Secret-shopper research has revealed the limitations of these types of services. When Mehrotra’s team tried out contraception telehealth clinics using different patient profiles, they found these services were generally very good at screening for the specific product that they offer. But the companies did not take a broader look at the person’s sexual and reproductive health.

“They never address the fundamental questions. No one ever asked about STDs. No one ever asked, ‘Did you get your Pap smear?’” Mehrotra said. “There’s some holes here in this.”

Why you may sometimes need a drive-thru clinic anyway

Of course, it’s easy to say that everyone should seek out a primary care physician for some of these services — but, given the access issues faced by many people, it’s not that simple. For a person who needs birth control but can’t get an OB-GYN appointment (wait times were up 33 percent in 2025 compared to 2022), using that uncurious drive-thru clinic might be better than the alternative if the alternative is nothing.

“If a woman wants a freaking birth control, she should have every right to get birth control. … There’s all sorts of research out there about birth control deserts in the world,” Mehrotra said. “So if that’s what she wants, go for it. … You could see how the rationale for these in the context of birth control could be quite viable.”

Jain told me that, in his ideal world, insured patients would at least have a specific general practitioner who would hopefully become their first stop for some of these medical needs. The emergence of direct primary care — where patients pay a flat fee for on-demand access to the same doctor or a group of doctors — could also provide a counterweight to drive-thru clinics. The premise of these practices is that you pay for a subscription to have a doctor on call whenever you need them, and that doctor will already know you and your medical history. But those services tend to target people well-off enough to pay those fees on top of health insurance premiums (or who can afford to just pay for everything out of pocket).

And there may be times when a one-time-only provider is a good option. Going to urgent care or a minute clinic can be convenient for minor medical needs like a strep test or a flu shot. Prior case studies have found that these facilities tend to operate under rigorous clinical protocols that guide the care they offer to their patients. The value proposition is clear: It’s readily available, it’s clinically sound — and it’s cheaper than going to the emergency room.

“When there’s a degree of clinical discipline that is really rigorous and where there’s a high degree of protocolization that ensures people are getting really high-quality care, I have no problem with it,” Jain said. “But a lot of times the work is highly superficial.”

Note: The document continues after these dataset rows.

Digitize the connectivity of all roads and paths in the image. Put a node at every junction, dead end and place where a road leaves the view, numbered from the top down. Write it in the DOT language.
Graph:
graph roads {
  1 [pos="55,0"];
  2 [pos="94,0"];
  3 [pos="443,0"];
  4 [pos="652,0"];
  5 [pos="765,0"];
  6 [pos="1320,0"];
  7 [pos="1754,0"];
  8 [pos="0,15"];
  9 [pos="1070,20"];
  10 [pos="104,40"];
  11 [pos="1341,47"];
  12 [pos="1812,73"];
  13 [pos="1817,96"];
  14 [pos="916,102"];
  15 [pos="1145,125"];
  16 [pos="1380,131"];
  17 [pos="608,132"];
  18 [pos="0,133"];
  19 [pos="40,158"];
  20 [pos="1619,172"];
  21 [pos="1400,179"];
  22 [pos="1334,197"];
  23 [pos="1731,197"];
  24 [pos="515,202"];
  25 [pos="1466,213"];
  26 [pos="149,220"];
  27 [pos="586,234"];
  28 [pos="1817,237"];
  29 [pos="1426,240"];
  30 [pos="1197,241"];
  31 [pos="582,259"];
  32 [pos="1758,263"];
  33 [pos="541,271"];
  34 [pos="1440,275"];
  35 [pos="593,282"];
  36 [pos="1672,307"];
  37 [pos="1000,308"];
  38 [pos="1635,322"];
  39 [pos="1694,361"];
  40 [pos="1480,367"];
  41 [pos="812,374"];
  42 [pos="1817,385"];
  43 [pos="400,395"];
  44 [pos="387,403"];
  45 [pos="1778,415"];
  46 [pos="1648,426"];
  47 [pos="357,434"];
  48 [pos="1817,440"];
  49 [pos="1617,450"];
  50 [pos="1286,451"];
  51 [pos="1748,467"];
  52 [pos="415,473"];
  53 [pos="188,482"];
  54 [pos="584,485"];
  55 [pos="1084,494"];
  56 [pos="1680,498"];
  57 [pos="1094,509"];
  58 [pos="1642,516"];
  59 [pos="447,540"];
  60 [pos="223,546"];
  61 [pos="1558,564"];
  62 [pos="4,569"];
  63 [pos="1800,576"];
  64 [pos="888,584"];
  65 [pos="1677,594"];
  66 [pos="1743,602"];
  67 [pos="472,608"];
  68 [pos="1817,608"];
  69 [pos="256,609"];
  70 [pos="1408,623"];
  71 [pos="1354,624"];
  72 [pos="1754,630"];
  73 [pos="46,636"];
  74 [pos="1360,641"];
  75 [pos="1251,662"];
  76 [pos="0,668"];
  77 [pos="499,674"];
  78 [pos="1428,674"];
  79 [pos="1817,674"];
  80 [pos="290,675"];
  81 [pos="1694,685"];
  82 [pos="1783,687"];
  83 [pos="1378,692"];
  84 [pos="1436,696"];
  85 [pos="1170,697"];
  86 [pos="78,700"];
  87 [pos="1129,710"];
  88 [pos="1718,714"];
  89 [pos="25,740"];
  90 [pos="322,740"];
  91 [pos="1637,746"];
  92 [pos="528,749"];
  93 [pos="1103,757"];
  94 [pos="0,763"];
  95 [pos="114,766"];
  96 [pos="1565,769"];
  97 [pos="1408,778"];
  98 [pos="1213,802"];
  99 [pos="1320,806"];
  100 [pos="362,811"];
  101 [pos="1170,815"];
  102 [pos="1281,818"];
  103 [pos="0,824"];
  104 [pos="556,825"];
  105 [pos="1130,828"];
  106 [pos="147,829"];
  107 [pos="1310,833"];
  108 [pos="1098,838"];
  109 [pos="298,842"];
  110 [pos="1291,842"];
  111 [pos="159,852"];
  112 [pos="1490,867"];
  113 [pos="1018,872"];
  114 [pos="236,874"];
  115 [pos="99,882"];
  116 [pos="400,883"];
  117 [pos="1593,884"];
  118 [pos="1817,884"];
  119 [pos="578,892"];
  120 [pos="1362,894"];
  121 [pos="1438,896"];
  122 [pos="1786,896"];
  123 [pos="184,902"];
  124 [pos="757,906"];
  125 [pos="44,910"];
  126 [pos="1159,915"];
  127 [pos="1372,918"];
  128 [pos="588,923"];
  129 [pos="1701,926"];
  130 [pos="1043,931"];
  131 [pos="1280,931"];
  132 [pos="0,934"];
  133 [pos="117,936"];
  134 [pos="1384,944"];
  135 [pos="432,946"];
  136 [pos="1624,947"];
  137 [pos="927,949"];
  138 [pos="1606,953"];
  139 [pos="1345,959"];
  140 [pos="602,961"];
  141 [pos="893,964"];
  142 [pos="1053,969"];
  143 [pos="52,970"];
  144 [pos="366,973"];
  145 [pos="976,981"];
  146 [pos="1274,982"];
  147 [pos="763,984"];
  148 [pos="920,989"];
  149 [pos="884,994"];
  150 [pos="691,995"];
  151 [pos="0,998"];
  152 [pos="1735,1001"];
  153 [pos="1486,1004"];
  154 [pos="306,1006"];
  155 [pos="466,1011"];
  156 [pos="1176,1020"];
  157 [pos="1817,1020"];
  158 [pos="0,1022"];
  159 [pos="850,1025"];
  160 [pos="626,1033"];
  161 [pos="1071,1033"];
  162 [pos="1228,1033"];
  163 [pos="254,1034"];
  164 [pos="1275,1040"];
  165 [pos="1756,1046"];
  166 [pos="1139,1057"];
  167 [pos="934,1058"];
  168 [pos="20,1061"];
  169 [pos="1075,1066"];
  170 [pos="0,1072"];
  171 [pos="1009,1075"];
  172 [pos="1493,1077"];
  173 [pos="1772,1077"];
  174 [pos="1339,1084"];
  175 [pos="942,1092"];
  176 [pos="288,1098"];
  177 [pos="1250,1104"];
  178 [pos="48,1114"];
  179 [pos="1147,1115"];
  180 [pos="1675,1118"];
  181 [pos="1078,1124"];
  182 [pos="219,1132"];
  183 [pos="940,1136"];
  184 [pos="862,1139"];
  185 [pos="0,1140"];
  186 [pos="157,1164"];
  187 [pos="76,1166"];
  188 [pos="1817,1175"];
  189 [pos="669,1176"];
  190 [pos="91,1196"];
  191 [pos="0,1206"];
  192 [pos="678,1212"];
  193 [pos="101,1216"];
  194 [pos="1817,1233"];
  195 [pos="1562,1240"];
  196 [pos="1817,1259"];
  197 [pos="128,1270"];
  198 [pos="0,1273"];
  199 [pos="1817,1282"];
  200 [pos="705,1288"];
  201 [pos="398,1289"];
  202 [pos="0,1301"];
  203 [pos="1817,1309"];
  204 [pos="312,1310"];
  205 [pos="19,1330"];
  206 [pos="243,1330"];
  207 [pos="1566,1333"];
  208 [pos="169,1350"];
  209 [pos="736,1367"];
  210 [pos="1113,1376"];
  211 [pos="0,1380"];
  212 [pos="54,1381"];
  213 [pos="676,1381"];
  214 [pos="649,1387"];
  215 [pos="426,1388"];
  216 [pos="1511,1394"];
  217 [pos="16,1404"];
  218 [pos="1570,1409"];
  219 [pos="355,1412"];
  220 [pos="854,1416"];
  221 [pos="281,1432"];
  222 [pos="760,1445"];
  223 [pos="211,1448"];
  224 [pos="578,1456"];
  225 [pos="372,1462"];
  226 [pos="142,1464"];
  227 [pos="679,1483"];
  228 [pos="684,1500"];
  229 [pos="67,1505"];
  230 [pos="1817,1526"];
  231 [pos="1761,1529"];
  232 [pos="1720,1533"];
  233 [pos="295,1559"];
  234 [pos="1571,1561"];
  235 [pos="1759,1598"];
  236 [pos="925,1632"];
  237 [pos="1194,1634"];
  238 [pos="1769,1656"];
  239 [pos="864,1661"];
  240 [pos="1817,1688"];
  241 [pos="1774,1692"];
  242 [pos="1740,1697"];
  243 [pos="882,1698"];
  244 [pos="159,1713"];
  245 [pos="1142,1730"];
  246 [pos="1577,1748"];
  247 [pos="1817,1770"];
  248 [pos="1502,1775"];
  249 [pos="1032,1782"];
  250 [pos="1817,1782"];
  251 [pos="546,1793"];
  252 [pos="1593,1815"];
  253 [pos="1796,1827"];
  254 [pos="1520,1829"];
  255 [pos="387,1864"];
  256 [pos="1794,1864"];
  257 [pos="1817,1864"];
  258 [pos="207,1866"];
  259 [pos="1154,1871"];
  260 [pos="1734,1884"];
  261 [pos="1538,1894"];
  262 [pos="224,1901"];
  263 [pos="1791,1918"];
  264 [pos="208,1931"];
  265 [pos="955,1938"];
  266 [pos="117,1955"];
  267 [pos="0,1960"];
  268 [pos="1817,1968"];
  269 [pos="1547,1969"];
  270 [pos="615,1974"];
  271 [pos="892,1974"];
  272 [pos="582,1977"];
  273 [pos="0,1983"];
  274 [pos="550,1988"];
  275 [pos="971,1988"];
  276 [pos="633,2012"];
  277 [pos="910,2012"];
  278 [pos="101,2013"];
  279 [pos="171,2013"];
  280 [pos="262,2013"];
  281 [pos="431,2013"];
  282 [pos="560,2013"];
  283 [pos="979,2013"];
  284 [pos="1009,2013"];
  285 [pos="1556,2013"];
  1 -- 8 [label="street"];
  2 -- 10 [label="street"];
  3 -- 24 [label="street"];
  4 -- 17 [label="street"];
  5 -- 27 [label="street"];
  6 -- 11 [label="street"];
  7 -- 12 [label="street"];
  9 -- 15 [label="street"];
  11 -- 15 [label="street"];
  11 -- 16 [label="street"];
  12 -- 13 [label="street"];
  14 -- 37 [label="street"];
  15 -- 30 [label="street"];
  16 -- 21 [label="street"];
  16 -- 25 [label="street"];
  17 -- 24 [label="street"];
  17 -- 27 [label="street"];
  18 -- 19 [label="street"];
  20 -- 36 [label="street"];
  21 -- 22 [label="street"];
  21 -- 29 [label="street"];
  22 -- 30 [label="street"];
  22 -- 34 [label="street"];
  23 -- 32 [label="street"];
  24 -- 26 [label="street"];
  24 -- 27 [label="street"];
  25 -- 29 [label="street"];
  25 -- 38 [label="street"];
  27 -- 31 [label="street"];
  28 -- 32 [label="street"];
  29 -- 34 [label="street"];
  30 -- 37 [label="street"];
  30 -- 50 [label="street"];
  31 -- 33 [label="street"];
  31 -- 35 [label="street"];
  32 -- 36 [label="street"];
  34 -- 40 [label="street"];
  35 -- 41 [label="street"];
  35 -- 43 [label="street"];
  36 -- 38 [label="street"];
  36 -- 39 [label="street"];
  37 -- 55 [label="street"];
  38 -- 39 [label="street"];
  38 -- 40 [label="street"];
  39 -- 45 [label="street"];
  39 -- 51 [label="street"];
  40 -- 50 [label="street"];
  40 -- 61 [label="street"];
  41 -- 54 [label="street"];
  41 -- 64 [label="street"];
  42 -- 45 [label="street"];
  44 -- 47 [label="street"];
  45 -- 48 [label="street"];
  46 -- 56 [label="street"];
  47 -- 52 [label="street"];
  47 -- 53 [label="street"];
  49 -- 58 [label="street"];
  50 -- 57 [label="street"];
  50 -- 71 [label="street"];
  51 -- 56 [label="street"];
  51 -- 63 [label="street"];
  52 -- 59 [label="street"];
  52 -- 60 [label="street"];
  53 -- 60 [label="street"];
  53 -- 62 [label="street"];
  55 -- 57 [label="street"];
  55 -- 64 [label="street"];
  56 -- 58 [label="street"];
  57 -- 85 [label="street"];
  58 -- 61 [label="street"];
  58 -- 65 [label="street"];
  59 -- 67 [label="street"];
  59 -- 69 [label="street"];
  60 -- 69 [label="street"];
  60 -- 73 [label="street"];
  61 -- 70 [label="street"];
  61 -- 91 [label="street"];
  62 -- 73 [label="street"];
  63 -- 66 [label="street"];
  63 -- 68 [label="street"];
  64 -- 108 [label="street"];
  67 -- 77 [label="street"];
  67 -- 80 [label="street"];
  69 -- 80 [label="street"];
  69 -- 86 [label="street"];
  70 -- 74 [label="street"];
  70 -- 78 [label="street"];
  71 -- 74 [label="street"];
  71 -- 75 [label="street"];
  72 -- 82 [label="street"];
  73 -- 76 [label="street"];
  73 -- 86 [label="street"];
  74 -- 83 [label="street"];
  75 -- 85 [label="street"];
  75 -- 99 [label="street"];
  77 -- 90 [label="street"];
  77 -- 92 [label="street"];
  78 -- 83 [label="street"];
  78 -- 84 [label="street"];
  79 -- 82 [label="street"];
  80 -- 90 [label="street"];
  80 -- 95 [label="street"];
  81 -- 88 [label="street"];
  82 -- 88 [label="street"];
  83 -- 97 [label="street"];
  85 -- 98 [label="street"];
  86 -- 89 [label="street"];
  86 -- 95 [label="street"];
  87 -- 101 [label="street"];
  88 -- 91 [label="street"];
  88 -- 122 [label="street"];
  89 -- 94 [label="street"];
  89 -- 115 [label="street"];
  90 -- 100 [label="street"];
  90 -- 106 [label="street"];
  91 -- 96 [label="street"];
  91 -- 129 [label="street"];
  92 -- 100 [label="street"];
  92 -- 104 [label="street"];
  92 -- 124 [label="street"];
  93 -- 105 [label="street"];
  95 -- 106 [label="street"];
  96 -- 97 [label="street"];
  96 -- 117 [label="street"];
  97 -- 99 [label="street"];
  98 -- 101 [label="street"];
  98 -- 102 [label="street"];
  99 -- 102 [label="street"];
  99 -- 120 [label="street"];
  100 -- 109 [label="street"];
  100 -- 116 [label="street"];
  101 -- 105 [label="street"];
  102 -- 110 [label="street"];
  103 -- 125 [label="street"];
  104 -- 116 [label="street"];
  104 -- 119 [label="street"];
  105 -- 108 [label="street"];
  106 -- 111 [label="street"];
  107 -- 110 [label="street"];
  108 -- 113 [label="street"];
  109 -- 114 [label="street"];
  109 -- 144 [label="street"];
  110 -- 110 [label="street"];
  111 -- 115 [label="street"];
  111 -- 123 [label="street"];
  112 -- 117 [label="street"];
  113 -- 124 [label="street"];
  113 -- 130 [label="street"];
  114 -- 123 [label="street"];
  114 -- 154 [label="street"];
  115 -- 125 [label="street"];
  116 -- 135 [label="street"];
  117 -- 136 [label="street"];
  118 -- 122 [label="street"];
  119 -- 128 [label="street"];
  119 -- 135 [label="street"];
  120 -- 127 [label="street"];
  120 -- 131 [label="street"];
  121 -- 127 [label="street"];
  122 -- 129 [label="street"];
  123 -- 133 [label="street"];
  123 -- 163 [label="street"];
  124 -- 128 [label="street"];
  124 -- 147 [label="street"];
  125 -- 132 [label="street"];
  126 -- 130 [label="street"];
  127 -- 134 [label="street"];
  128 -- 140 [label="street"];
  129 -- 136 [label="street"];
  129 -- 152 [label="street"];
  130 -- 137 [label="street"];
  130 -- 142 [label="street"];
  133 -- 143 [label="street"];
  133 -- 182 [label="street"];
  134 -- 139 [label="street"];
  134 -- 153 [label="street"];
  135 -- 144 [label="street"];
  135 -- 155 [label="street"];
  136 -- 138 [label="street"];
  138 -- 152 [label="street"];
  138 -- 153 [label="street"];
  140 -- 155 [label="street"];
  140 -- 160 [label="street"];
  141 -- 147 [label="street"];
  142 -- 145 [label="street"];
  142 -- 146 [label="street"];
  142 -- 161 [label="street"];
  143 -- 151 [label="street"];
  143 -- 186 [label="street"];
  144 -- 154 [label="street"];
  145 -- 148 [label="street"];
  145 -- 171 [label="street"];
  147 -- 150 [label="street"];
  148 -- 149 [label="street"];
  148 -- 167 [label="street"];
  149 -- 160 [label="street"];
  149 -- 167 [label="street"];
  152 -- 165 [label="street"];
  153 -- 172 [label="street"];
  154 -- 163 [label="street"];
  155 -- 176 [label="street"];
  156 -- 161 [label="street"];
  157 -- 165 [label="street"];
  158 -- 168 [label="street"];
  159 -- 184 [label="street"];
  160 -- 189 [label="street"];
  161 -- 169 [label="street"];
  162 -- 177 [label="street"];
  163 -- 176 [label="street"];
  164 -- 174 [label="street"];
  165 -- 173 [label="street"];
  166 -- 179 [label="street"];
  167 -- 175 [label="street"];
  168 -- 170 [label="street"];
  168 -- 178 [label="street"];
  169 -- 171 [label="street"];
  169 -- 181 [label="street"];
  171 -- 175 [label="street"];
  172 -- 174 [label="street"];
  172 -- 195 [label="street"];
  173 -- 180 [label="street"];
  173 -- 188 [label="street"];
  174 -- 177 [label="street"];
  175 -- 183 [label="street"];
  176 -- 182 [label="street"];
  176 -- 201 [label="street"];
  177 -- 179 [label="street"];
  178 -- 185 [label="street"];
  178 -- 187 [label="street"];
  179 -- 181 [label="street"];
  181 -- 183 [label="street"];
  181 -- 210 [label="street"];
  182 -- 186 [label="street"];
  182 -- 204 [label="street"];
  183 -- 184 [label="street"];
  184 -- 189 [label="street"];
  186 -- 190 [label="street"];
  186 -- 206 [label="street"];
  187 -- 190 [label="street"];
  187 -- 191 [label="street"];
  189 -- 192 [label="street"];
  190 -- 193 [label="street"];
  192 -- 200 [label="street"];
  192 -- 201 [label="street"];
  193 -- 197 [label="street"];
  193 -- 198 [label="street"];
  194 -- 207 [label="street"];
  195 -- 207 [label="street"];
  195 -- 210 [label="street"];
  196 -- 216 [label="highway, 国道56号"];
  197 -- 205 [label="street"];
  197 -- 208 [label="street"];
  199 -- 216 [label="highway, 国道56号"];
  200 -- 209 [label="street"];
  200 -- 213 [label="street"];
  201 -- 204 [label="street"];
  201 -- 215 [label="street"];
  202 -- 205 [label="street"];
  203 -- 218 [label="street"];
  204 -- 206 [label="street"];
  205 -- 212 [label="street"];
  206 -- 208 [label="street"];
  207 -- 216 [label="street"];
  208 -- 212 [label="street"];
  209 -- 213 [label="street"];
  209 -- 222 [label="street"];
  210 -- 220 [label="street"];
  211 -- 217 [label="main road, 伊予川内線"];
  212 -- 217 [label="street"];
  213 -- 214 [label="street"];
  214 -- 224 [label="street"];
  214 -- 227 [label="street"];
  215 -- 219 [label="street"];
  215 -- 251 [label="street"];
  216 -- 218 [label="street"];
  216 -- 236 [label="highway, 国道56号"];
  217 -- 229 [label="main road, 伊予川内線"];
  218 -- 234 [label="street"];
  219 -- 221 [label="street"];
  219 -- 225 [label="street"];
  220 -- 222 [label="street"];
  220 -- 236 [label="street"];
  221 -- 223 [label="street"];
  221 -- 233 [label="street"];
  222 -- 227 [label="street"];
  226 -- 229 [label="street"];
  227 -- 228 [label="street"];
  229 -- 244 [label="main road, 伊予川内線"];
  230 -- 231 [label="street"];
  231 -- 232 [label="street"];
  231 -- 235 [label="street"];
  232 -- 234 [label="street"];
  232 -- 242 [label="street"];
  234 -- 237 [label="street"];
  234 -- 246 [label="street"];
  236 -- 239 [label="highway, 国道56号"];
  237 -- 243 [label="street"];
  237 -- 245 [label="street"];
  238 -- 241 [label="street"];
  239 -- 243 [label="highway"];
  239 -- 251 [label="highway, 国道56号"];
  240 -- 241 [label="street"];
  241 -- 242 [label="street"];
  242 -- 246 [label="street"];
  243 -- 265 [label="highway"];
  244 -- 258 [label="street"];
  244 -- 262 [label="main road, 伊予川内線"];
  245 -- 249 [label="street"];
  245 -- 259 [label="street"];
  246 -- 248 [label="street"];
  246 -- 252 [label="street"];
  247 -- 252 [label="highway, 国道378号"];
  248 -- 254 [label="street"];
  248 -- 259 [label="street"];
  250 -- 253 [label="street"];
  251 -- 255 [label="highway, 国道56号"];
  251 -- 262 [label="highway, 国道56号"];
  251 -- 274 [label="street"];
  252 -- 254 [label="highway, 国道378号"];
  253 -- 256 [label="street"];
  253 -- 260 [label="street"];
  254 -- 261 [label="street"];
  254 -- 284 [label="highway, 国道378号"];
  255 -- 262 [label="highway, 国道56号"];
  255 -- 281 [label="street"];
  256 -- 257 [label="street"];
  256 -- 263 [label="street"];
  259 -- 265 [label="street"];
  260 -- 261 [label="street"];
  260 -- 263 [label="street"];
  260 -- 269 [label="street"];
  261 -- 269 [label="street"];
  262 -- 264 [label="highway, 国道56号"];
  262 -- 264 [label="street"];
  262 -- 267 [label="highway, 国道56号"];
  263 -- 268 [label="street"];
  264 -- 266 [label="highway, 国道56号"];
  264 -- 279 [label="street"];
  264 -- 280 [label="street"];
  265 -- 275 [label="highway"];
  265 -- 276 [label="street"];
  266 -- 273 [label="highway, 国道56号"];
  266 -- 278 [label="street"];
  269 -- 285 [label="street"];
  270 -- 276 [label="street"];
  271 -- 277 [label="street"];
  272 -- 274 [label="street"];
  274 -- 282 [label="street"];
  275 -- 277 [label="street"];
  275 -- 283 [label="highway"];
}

Then there is at least one truly special case, where drive-thru clinics are providing a service to patients when they have no other options available: mifepristone and other abortion drugs in a post-Dobbs America. Requests for telehealth abortion care have doubled since the decision, according to the Center for Reproductive Rights. They have offered a vital lifeline to patients with an urgent healthcare need when the alternative is having to travel out of state: A recent report from the Guttmacher Institute found that the number of American women who lived in a state with a total abortion ban and traveled out of state for an abortion dropped in 2025 while, at the same time, telehealth visits for women in those states were on the rise.

The Supreme Court is still weighing whether to permit doctors to continue virtually prescribing mifepristone. For this special type of drive-thru clinic, the stakes are high. 

“Women in the United States already face real health consequences, including preventable deaths, due to abortion care being denied or delayed,” wrote two women’s rights advocate at Human Rights Watch in May. “Ending telehealth provision would greatly worsen this crisis, especially for women and girls with limited financial resources, or with disabilities, and those living in states with abortion bans or in rural areas.”

But those abortion providers are, in the broader context of DIY healthcare, an exception that proves the rule. Without those services, patients would lose access to lifesaving medical care. 

For other healthcare needs, however, convenience does not always equal quality. Buyer — and patient — beware.